Home >> Forums >> Calibration

Calibration

Dear sir,
Thanks to OSMOSE team's kind help, I have built the calibration for my project. However, I am puzzled by some issues about the calibration.  Would you like to talk about them at a convenient time? The issues are listed as follows.
Q1:  I set my calibration’s EA parameter seed to 63, and want to know how the results would be influenced by changing the seed’s value. Is there a principle to set the seed for different studies?
Q2: The calibration guide says M.proxy is the total mortality (total mortality: Mdiverse+starvation+predation…), however, I found it was lower than natural mortality in example parmin.csv. Could you tell me what the M.proxy refer to?
Q3: Since the gen.max’s value (c(100, 100, 150, 200), four phases) produces many generations, the calibration spends too much time. Is there a principle to set the gen.max for different studies? I want to know what would happen if I reduce the gen.max’s value.
Thank you in advance.
Best regards,
Lei Xing

Hello Lei Xing,

Q1, In the calibration example I sent, we had by default the seed parameter to 63 because we were running the calibration on a 64 CPUs computer : 1 CPU for the master process and 63 CPUs for the slaves (each slave is dedicated to run an Osmose simulation with a specific set of parameters).

There is indeed a minimum value for this parameter that depends on the number of parameters you are estimating.

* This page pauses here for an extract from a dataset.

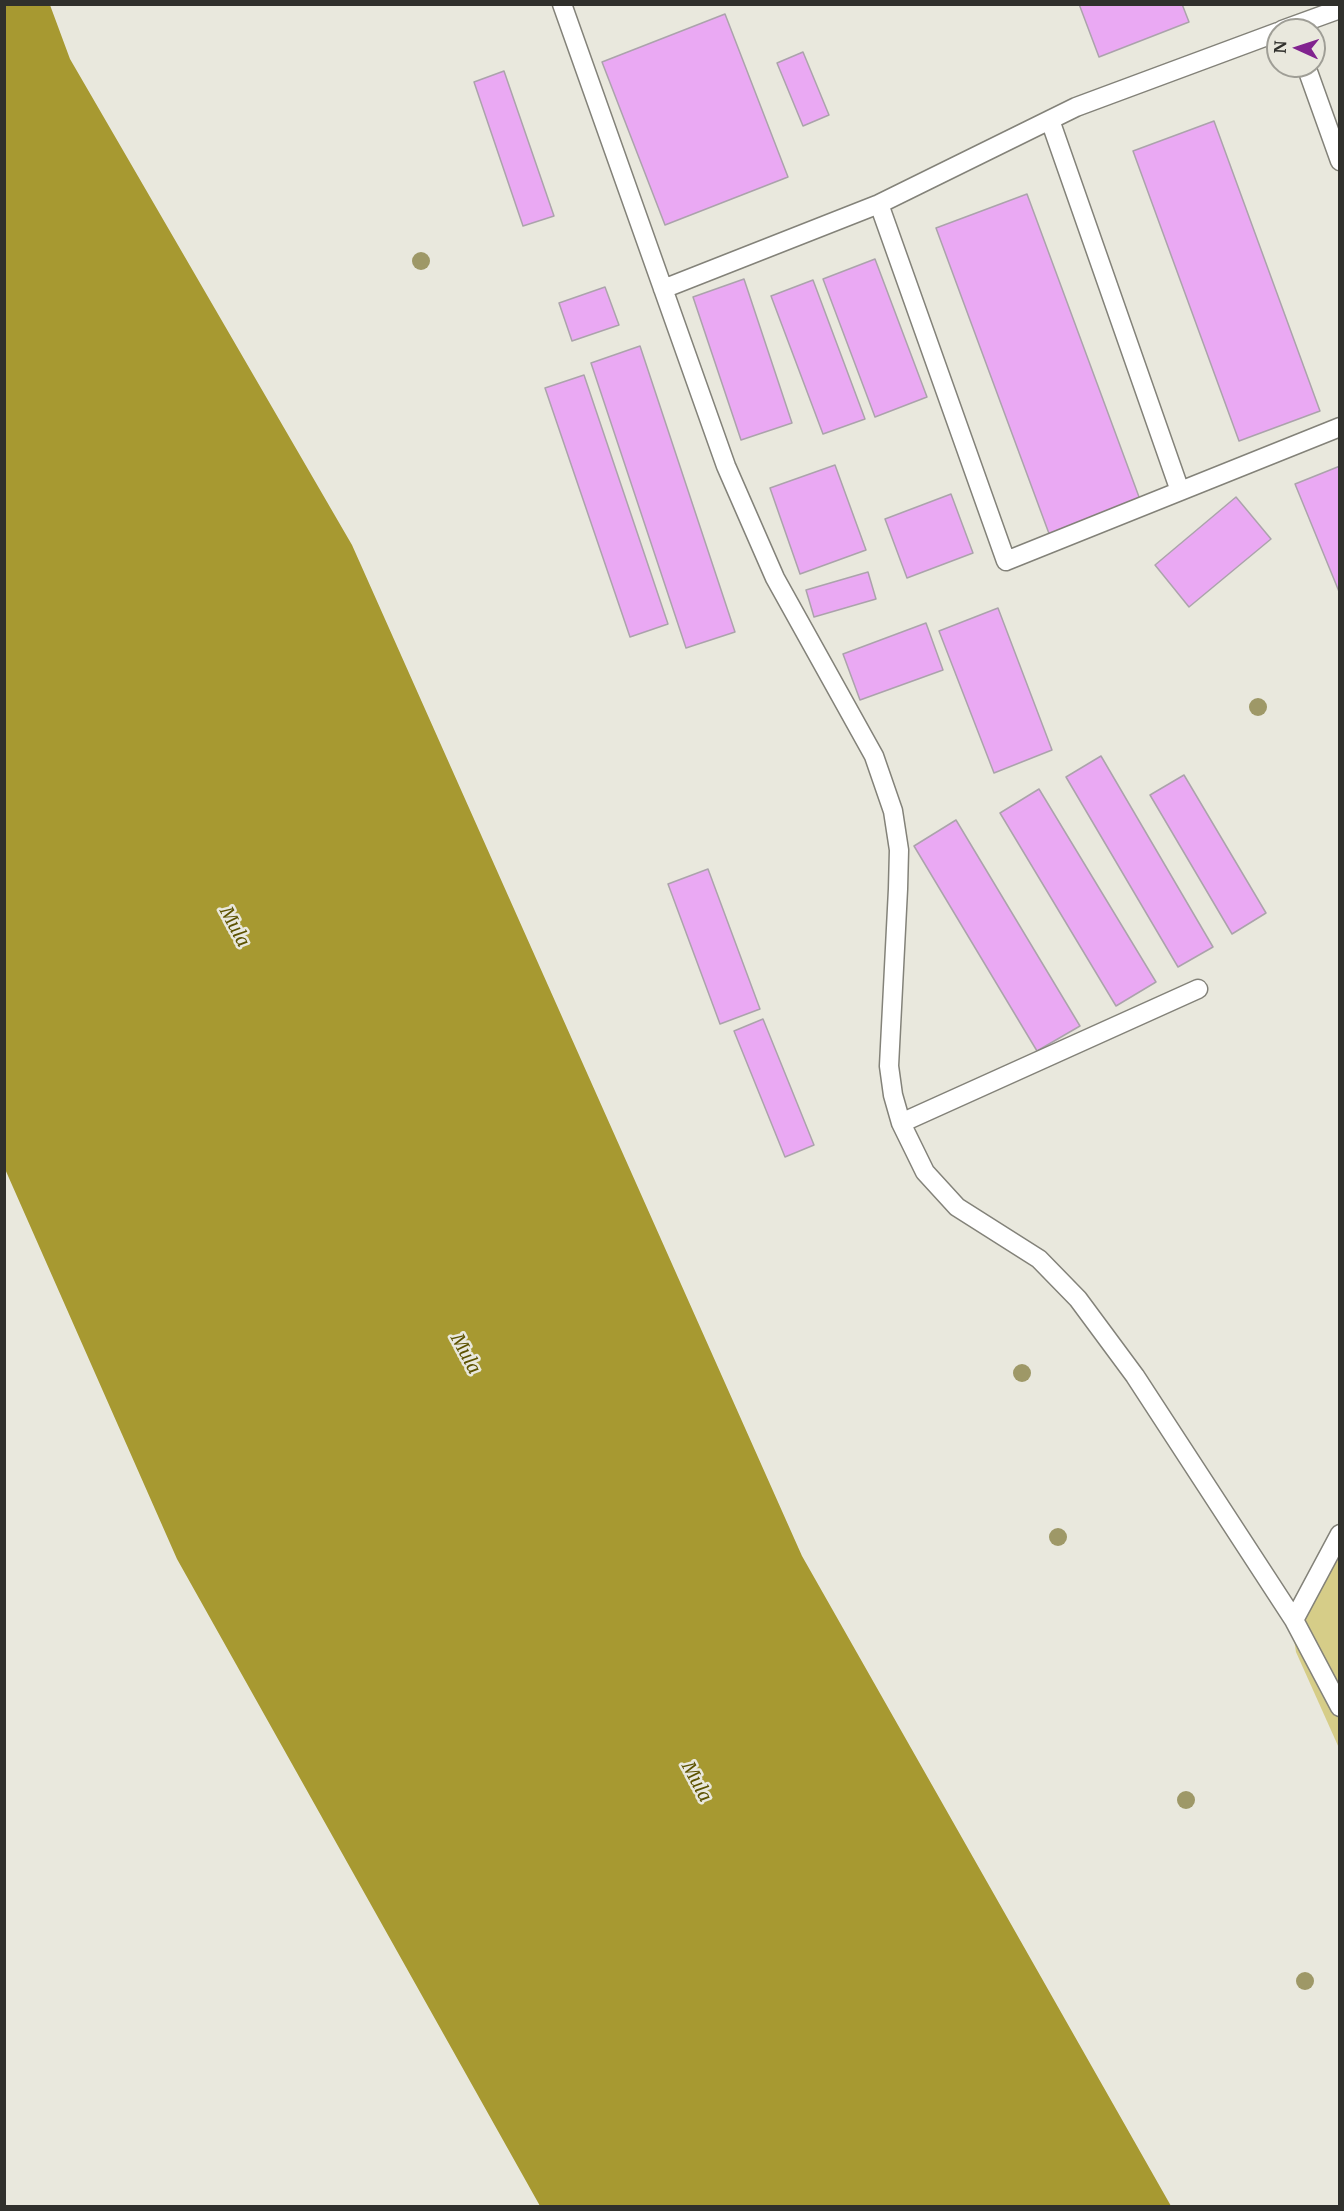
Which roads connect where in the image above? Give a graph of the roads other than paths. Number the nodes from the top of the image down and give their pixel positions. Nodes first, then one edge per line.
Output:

Under this minimum value the search of the optimal solution will no be reliable. There is a formula for estimating this minimum value as a function of the number of parameters, but I must ask Ricardo. You may find your answer in the attached paper though.

Q2, in the calibration example I sent to you I don't think we are using the M.proxy parameters ? It is work in progress for future version of the calibration. I suggest that at present you stick to "more obvious" parameters to estimate, such as plancton accessibility, larval mortality, etc.

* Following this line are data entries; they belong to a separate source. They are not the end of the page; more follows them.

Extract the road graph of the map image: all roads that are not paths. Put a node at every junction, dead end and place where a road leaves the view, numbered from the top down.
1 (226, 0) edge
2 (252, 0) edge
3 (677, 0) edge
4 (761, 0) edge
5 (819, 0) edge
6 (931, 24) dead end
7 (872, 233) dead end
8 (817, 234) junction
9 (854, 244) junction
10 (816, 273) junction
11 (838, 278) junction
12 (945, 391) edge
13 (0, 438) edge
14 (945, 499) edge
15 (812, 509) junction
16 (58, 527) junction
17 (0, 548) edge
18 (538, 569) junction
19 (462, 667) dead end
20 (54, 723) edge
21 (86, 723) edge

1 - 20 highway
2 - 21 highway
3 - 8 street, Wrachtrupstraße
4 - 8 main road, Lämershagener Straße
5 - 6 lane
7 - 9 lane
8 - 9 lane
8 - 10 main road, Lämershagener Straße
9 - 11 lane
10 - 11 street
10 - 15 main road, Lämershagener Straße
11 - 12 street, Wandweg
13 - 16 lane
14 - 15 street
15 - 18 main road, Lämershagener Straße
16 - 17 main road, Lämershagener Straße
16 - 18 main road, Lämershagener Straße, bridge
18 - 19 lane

Q3, there is unfortunately no easy answer to your question. You must find the number of generation per phases that works best for your calibration. Saying so there is nonetheless a few principles to keep in mind : there are two ways for the algorithm to move from one generation to the next : either when reaching the max number of generation as set by the gen.max paremeter or the step size (difference from one generation to the previous one) inferior to the parameter 'convergence' (in calibration.conf). If gen.max is too small you may jump to the next generation without exploring sufficiently your parameter space. Though for the first phases you may allow the algorithm to explore very quickly (less than 100 generation) the parameter space in order to get closer the optimal solution though you know you are not going to reach it and in the last phase (when estimating all the parameter all together) that is when you must let the algorithm explore thoroughly.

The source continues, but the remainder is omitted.